I agree with Thomas that your csv file is in really bad shape. The headers are surrounded with whitespace, aswell as the data. Some of the numeric values are surounded by brackets, while others are not, and may or may not include a thousand separator character , (in your locale that is).

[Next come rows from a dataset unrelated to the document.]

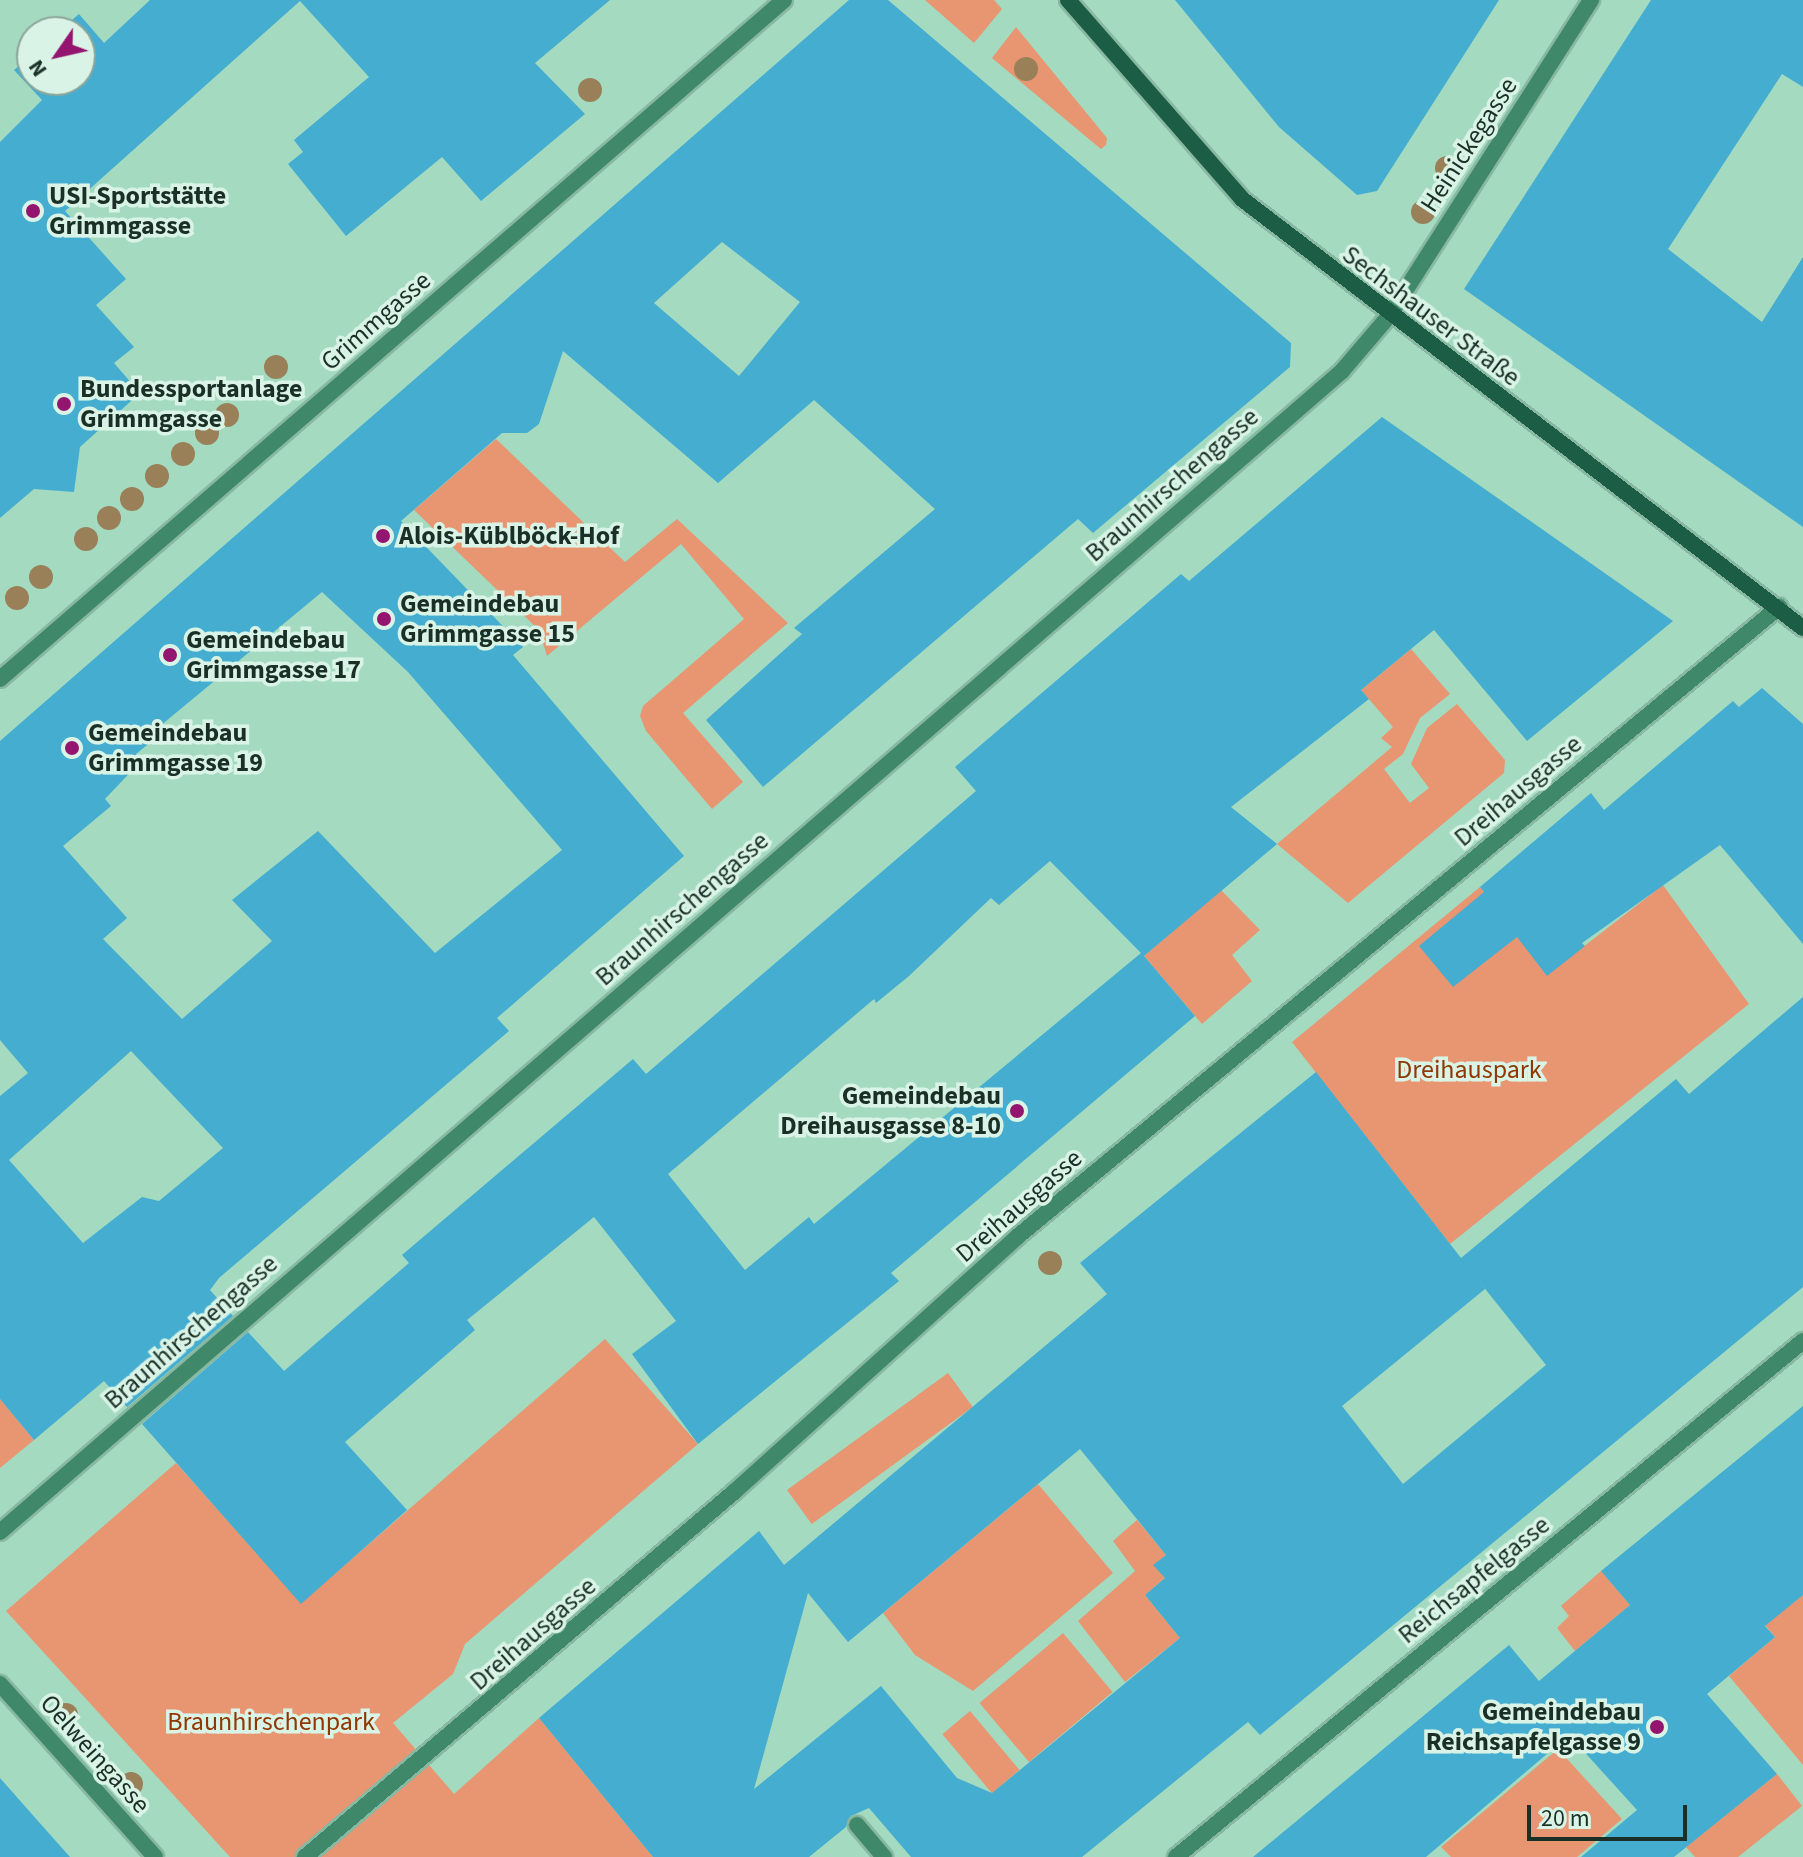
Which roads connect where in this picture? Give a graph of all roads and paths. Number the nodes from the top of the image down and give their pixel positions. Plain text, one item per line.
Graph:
1 (784, 0) edge
2 (1068, 0) edge
3 (1591, 0) edge
4 (1389, 316) junction
5 (1779, 607) junction
6 (1803, 628) edge
7 (0, 679) edge
8 (1803, 1341) edge
9 (0, 1532) edge
10 (0, 1684) edge
11 (857, 1825) dead end
12 (155, 1857) edge
13 (305, 1857) edge
14 (884, 1857) edge
15 (1176, 1857) edge

1 - 7 street, Grimmgasse
2 - 4 street, Sechshauser Straße
3 - 4 street, Heinickegasse
4 - 5 street, Sechshauser Straße
4 - 9 street, Braunhirschengasse
5 - 6 street, Sechshauser Straße
5 - 13 street, Dreihausgasse
8 - 15 street, Reichsapfelgasse
10 - 12 street, Oelweingasse
11 - 14 street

I would propose something to clean that all up like this:

$csv = Import-Csv -Path ".\Fact.csv"
# clean up the CSV
# get the header names from the first row, trim whitespaces and surround with quotes
$headers = ($csv[0].PSObject.Properties.Name.Trim()  | ForEach-Object { '"{0}"' -f $_ }) -join ','

# loop through all data rows in the csv. (each row is a PSObject with properties)
$data = foreach($item in $csv) {
    # loop through all properties (fields) in the item
    $row = foreach($field in $item.PSObject.Properties.Value) {
        '"{0}"'-f ($field -replace '[\s(),]' -replace '-', '0')
    }

    $row -join ','
}
# recombine the headers with the data
$newCsv = $headers, $data

# output on screen if you like
$newCsv | Format-Table -AutoSize

# save to a new file and use that for writing to the sql table
$newCsv | Export-Csv -Path ".\Fact2.csv" -NoTypeInformation
,(Import-Csv -Path ".\Fact2.csv") | Write-SqlTableData -ServerInstance "server.db.com" -DatabaseName "TestDB" -SchemaName "dbo" -TableName "Fact" -Force

This is what the CSV will look like after cleaning up:

"BGSC","MYTrim Code","CC","OC","Ctry Of Prod","Report Year","Scenario","Volume","Gross Revenue","SA","ANSR","TM","TL","P and Warranty, others","CM","Total Variable","Variable Profit","EBIT"
"TOTAL_CKD","TOTAL_MODEL_YEAR_AND_GLOBAL_TRIM","COS_AU","4F80","","2015","Current","0","0","0","0","0","0","0","0","0","0","136748"
"CXXXXXXXXXX","TOTAL_MODEL_YEAR_AND_GLOBAL_TRIM","COS_AU","4F80","","2013","Current","0","0","0","0","0","0","0","0","0","0","1647"
"CXXXXXXXXXX","TOTAL_MODEL_YEAR_AND_GLOBAL_TRIM","COS_AU","4F80","","2014","Current","0","16098","0","16098","1","0","8","16090","0","16090","61219"
"CXXXXXXXXXX","TOTAL_MODEL_YEAR_AND_GLOBAL_TRIM","COS_AU","4F80","","2015","Current","0","12496","0","12496","13386","0","0","890","0","890","192"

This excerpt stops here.